Danish historic manor house

Løvenborg is a manor house and estate at Holbæk, Denmark.

==History==
===Ellinge ===
In the late 12th century, Bishop Absalon owned a village named Ennlige at the site. In 1199, he presented it to Sorø Abbey. In 1330, Sorø Abbey passed it to Roskilde bishopric. It is not known when the village was replaced by a many of the same name. It served as the seat of a relatively large fief. During the Reformation, it was confiscated by the Crown along with all other property of the Catholic church. It was then managed as a royal fief.

===Birkholm===
In 1547, Ellinge was sold to the Pomeranian nobleman Hans Barnekow- At the same tome, he was naturalized as Danish nobility. As part of the arrangement, he was obliged to settle in Denmark and take a Danish wife. In 1550, he married Mette Oxe. Barnekow changed the name of the estate to Birkholm. Merete Oxe stayed on the estate after ger husband's death. In 1582, it was ceded to their son Johan Barnekow.

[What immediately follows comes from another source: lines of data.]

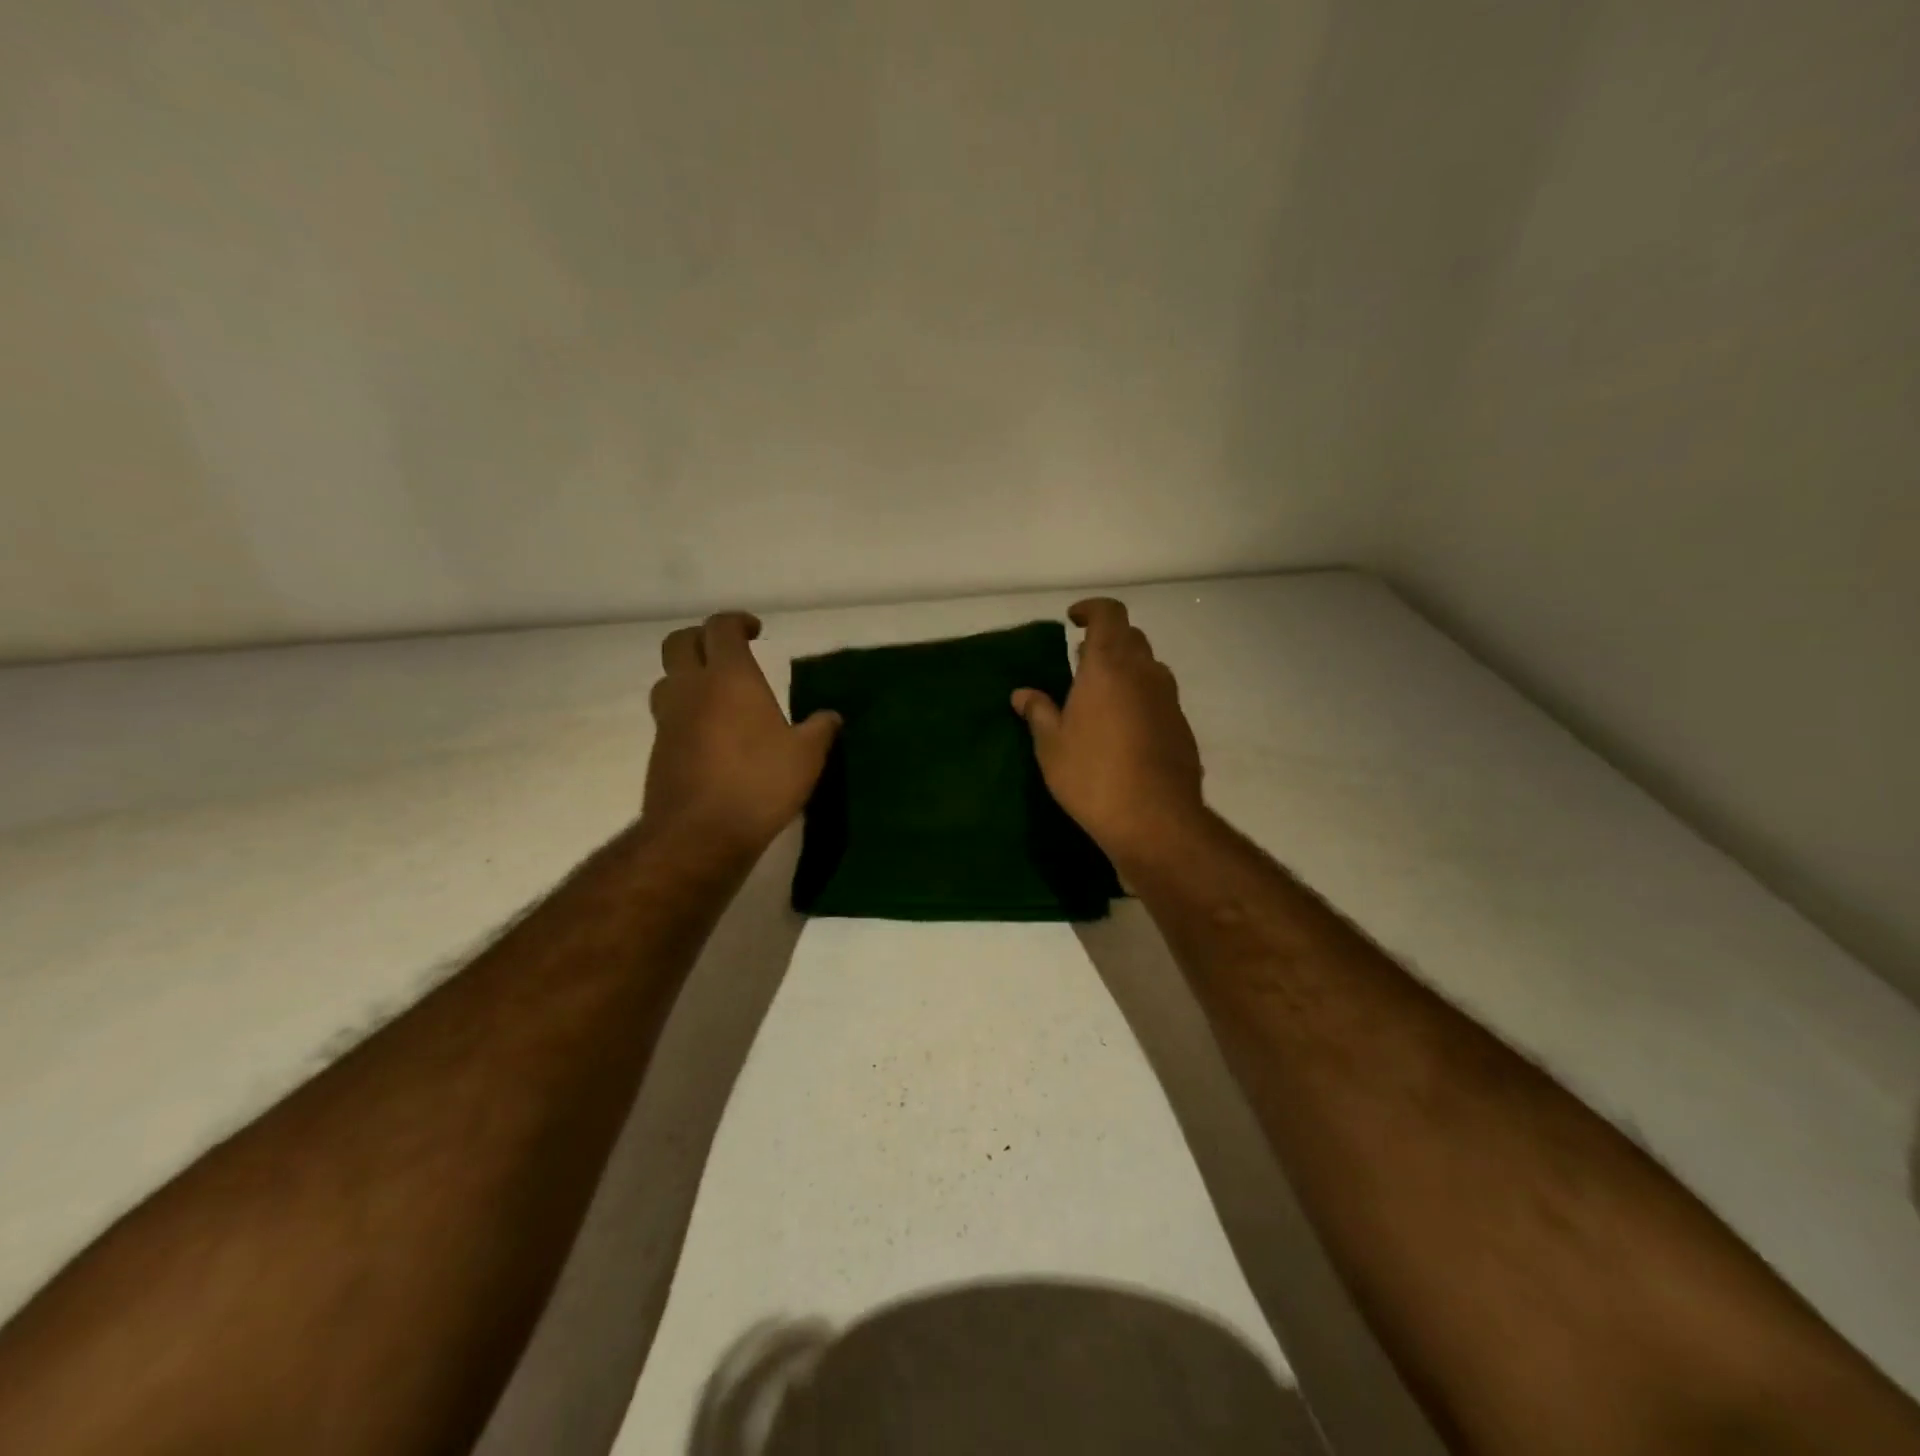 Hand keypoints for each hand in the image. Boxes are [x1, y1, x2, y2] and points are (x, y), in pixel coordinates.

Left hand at [644, 612, 840, 852]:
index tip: (755, 631)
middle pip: (679, 642)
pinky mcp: (659, 751)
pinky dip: (687, 713)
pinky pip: (669, 716)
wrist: (700, 834)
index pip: (721, 627)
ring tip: (717, 694)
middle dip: (701, 638)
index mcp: (729, 677)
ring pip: (667, 679)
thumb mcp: (806, 756)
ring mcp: (669, 720)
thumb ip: (820, 729)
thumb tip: (830, 717)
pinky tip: (712, 736)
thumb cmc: (759, 783)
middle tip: (728, 652)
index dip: (737, 622)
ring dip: (688, 676)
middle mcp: (692, 689)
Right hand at [1012, 598, 1204, 865]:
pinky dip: (1140, 698)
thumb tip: (1022, 693)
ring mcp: (1168, 700)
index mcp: (1109, 666)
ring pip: (1148, 667)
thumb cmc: (1092, 775)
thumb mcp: (1051, 745)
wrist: (1154, 819)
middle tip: (1080, 659)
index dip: (1092, 609)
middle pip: (1131, 637)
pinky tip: (1123, 729)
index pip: (1109, 614)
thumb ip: (1038, 712)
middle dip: (1107, 640)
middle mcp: (1144, 673)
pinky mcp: (1182, 726)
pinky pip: (1158, 698)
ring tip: (1099, 695)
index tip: (1073, 619)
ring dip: (1126, 669)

After Johan Barnekow's death in 1603, Birkholm was passed to his brother Christian Barnekow. Christian Barnekow died in 1612. His widow Margrethe Brahe Barnekow (1584-1617) managed the estate until their son Ove Barnekow was old enough to take over the operation. Upon his death in 1629. Birkholm passed to his brother Hans Barnekow. He sold it in 1630.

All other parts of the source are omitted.